オウム真理教が行っていた超能力を得るための修行なんか、それ宗教じゃないから。ただの肥大して膿んだ自己愛だから。


 求めているのは真理ではなく、スペシャルな「私」

 それを変に綺麗事で覆うから、ますます膿んでおかしなことになる。


 

 オウム真理教に自分らは肥大したエゴをオカルティックな方法で満たしたいだけの黒魔術師であると自覚があれば地下鉄サリン事件なとは起こらなかった。


 粛々と国家転覆の大呪法を行っていただろう。


 しかしオウム真理教にはその自覚も知識も能力もなかった。


 ゆえに地下鉄サリン事件になる。


 黒魔術結社であるくせに国を呪う知識も能力もない彼らには、化学兵器に頼るしかなかったのだ。


 そもそも脳か人格かに異常がなければブラックロッジに踏みこむことはできず、もちろん多数の人を集めることもできない。


 綺麗事で人を集めておいてから壊してしまう方法もあるが、彼らにそんな技術も知識もない。
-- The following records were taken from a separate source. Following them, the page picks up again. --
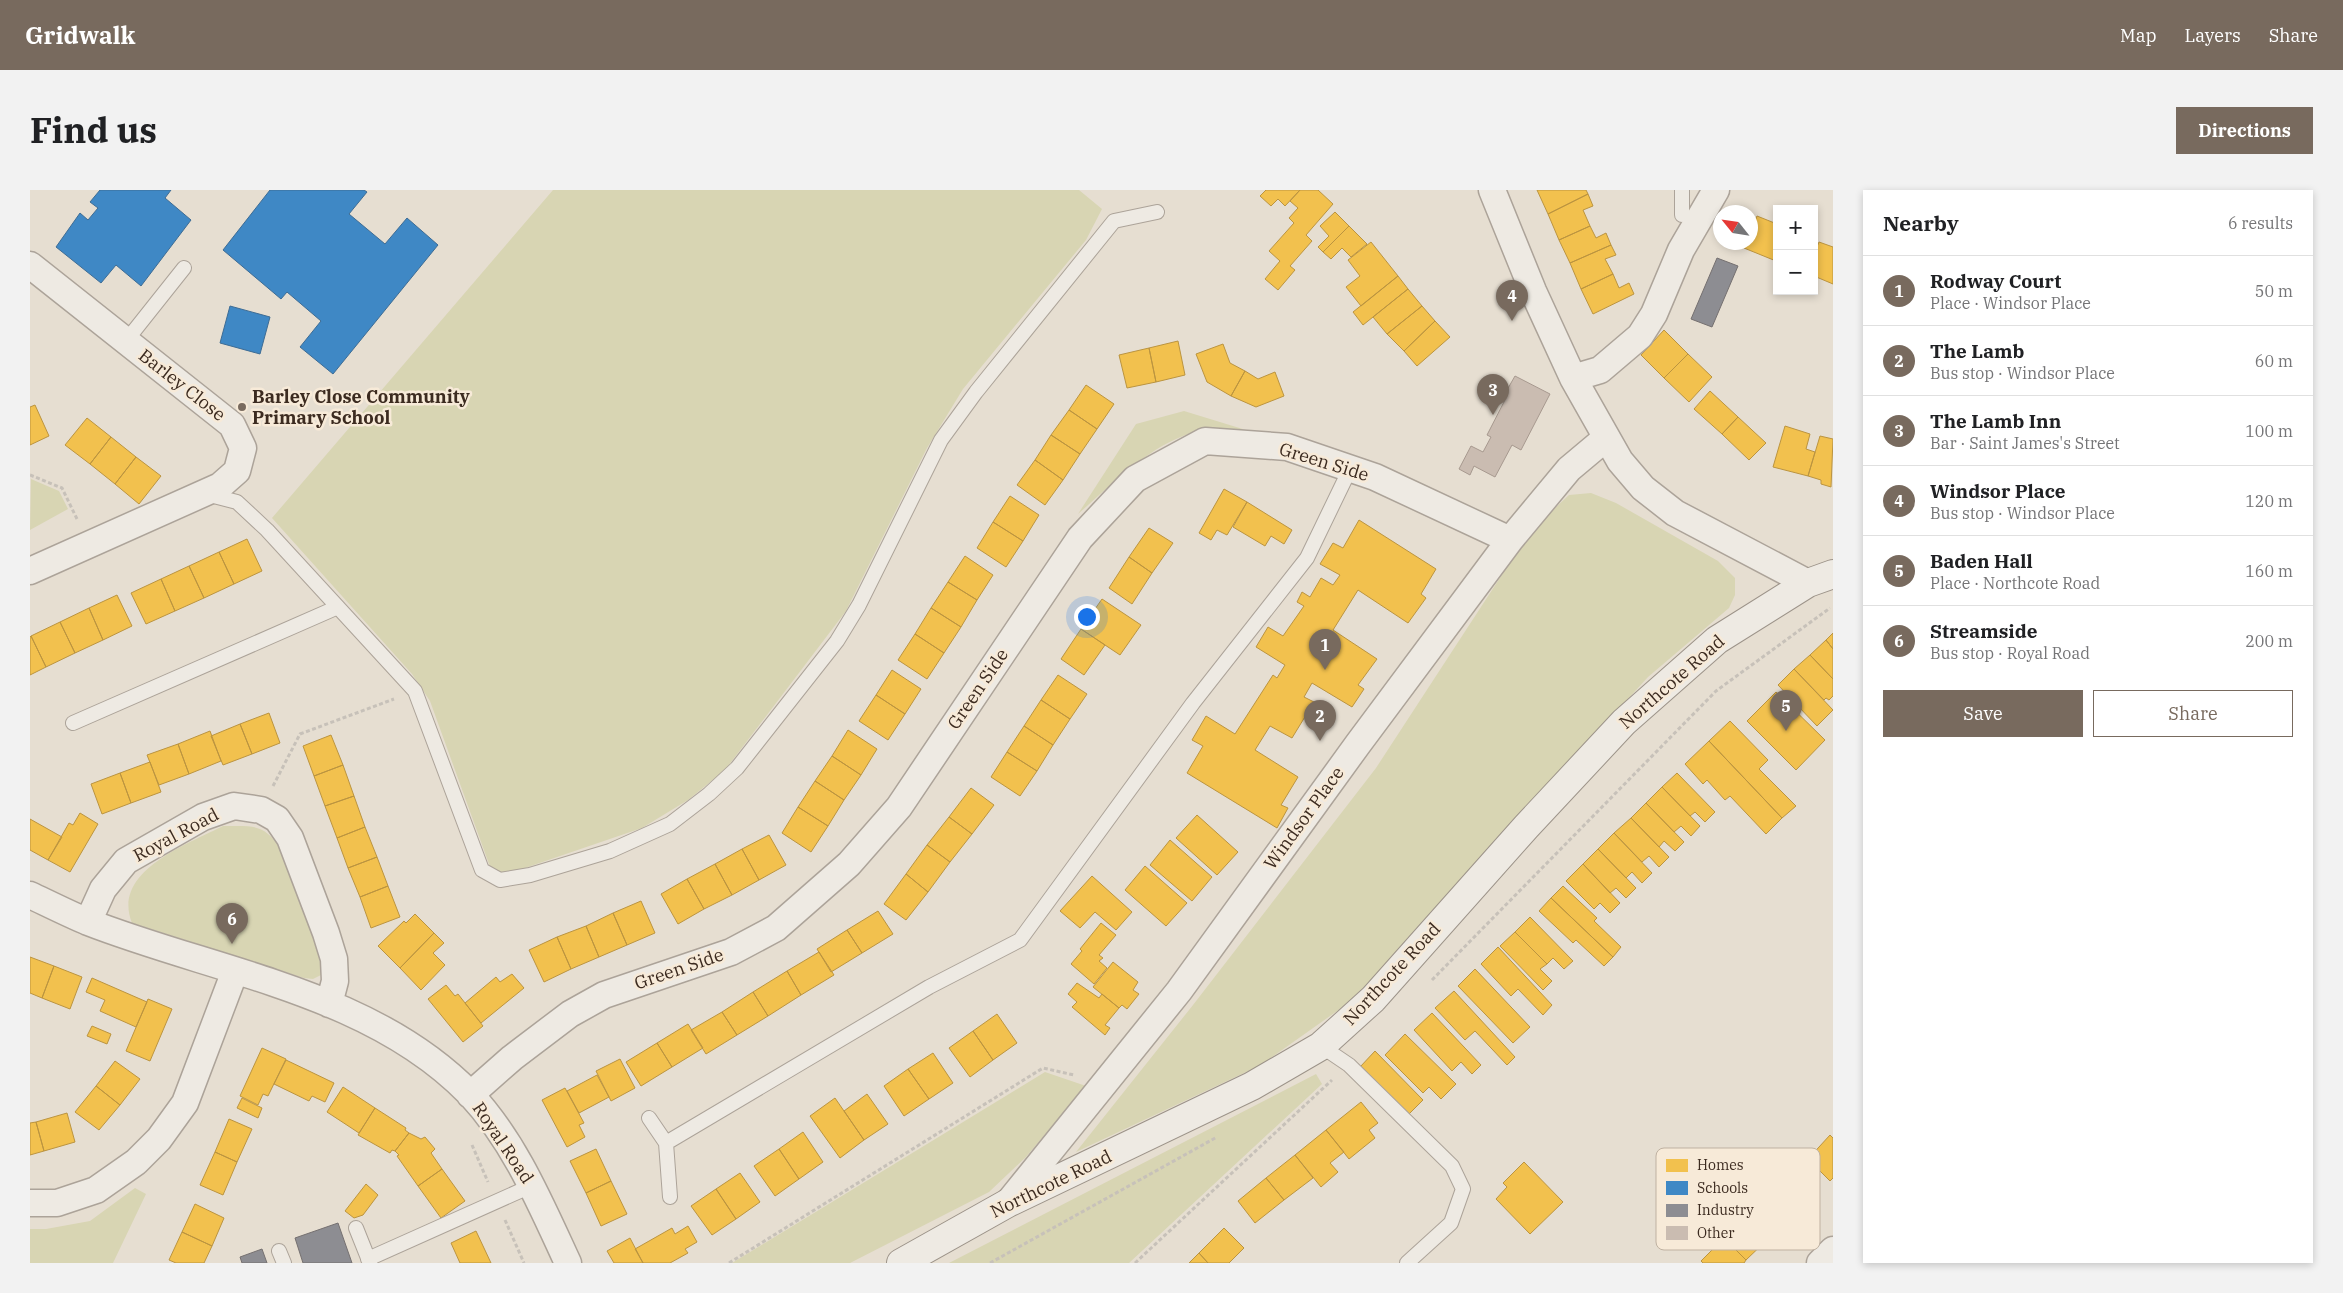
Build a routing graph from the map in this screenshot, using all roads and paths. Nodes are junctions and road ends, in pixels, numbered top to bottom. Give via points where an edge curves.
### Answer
1 (1492, 190) edge
2 (1682, 190) edge
3 (1716, 190) edge
4 (1157, 212) dead end
5 (1682, 215) dead end
6 (30, 265) edge
7 (184, 268) dead end
8 (126, 340) junction
9 (1573, 378) junction
10 (1606, 438) junction
11 (1350, 469) junction
12 (30, 475) edge
13 (203, 494) junction
14 (1510, 540) junction
15 (89, 544) junction
16 (30, 571) edge
17 (1820, 578) edge
18 (1833, 606) edge
19 (338, 607) junction
20 (416, 691) junction
21 (73, 722) dead end
22 (261, 810) junction
23 (30, 895) edge
24 (88, 922) junction
25 (235, 971) junction
26 (1425, 987) dead end
27 (329, 1004) junction
28 (1321, 1046) junction
29 (1349, 1065) junction
30 (1105, 1083) junction
31 (470, 1094) junction
32 (649, 1118) dead end
33 (1218, 1137) dead end
34 (469, 1138) dead end
35 (666, 1143) junction
36 (532, 1186) junction
37 (670, 1197) dead end
38 (497, 1201) junction
39 (30, 1203) edge
40 (1008, 1203) junction
41 (356, 1228) dead end
42 (1833, 1250) edge
43 (369, 1261) edge
44 (524, 1263) edge
45 (568, 1263) edge
46 (728, 1263) edge
47 (901, 1263) edge
48 (990, 1263) edge
49 (1134, 1263) edge
50 (1407, 1263) edge
51 (1820, 1263) edge

1 - 9 street
2 - 5 lane
3 - 9 street via 1681,250 1654,314 1640,336 1600,370
4 - 20 lane via 1114,221 976,392 941,440 859,605 837,641 737,768 670,824 610,851 530,875 500,880 482,870
6 - 8 street, Barley Close
7 - 8 lane
8 - 13 street, Barley Close via 232,424 243,448 236,471 220,486
9 - 10 street
10 - 14 street, Windsor Place via 1569,469
10 - 17 street via 1620,461 1644,488 1675,514
11 - 14 street, Green Side
11 - 31 street, Green Side via 1287,446 1205,441 1135,479 1080,538 899,807 849,864 776,928 730,952 604,994 570,1014
11 - 35 lane via 1307,558 1193,703 1020,940 929,986
12 - 15 path via 62,488
13 - 15 street, Barley Close
13 - 19 lane via 237,502
14 - 30 street, Windsor Place via 1179,991
15 - 16 street, Barley Close
17 - 28 street, Northcote Road via 1717,640 1624,722 1373,999
18 - 26 path via 1716,691
19 - 20 lane
19 - 21 lane
20 - 22 path via 300,734
22 - 24 street, Royal Road via 234,806 203,817 126,861 104,889
22 - 27 street, Royal Road via 276,819 290,838 326,933 334,959 335,981
23 - 24 street, Royal Road
24 - 25 street, Royal Road
25 - 27 street, Royal Road
25 - 39 street via 185,1102 159,1140 136,1162 96,1190 57,1203
27 - 31 street, Royal Road via 386,1030 431,1060
28 - 29 lane
28 - 40 street, Northcote Road via 1252,1086
29 - 49 path
29 - 50 lane via 1452,1166 1463,1189 1451,1222
30 - 40 street, Windsor Place
30 - 46 path via 1043,1068
31 - 36 street, Royal Road via 502,1136
32 - 35 lane
33 - 48 path
34 - 38 path
35 - 37 lane
36 - 38 lane
36 - 45 street, Royal Road
38 - 43 lane
38 - 44 path
40 - 47 street, Northcote Road
41 - 43 lane
42 - 51 street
 オウム真理教の修行とは徹底してオカルトに憧れただけのごっこ遊びであったから。

 野狐禅にも至っていない。


 彼らが黒魔術結社の自覚を持っていれば、組織は拡大せずそもそも名前すら知られることなくひっそりと立ち枯れていっただろう。


 


「一番怖いのは人間である」

 なんて台詞があるが、付け加えるなら

「一番怖いのはいま、自分がなにをやっているか分かっていない人間である」



 オウム真理教は自分がなにをやっているかまったく分かっていないまま、組織を拡大していき、それが彼らを狂わせていく。


 人と人との関わりで一方的に影響を及ぼすなんてことはまずない。

 対面すれば双方向に影響を受ける。


 オウム真理教の組織拡大でなにが起きたか。


 教祖VS信徒群の妄想対決と、教祖の敗北である。


 組織が小さいならばまだ教祖が勝てたかも知れないが、拡大のなかで信徒の妄想に侵食されてしまった。


 他の金目当ての新興宗教なら長く金を絞るために信徒を家畜にして人間牧場にする技術があるからそんなことは起こらないのだが、彼らには新興宗教としての自覚と能力にも欠けていた。


 いや、最初から最後まで自分たちがなんであるのか、なにをやっているのか、に対して理解がなかった。


 

 そんな分かってないくせに、いや分かる能力がないからこそ肥大した「私」をオカルティックな方法で解決しようとした人たちが閉鎖された環境で何百、何千と群れてひたすら妄想を煮詰めていく。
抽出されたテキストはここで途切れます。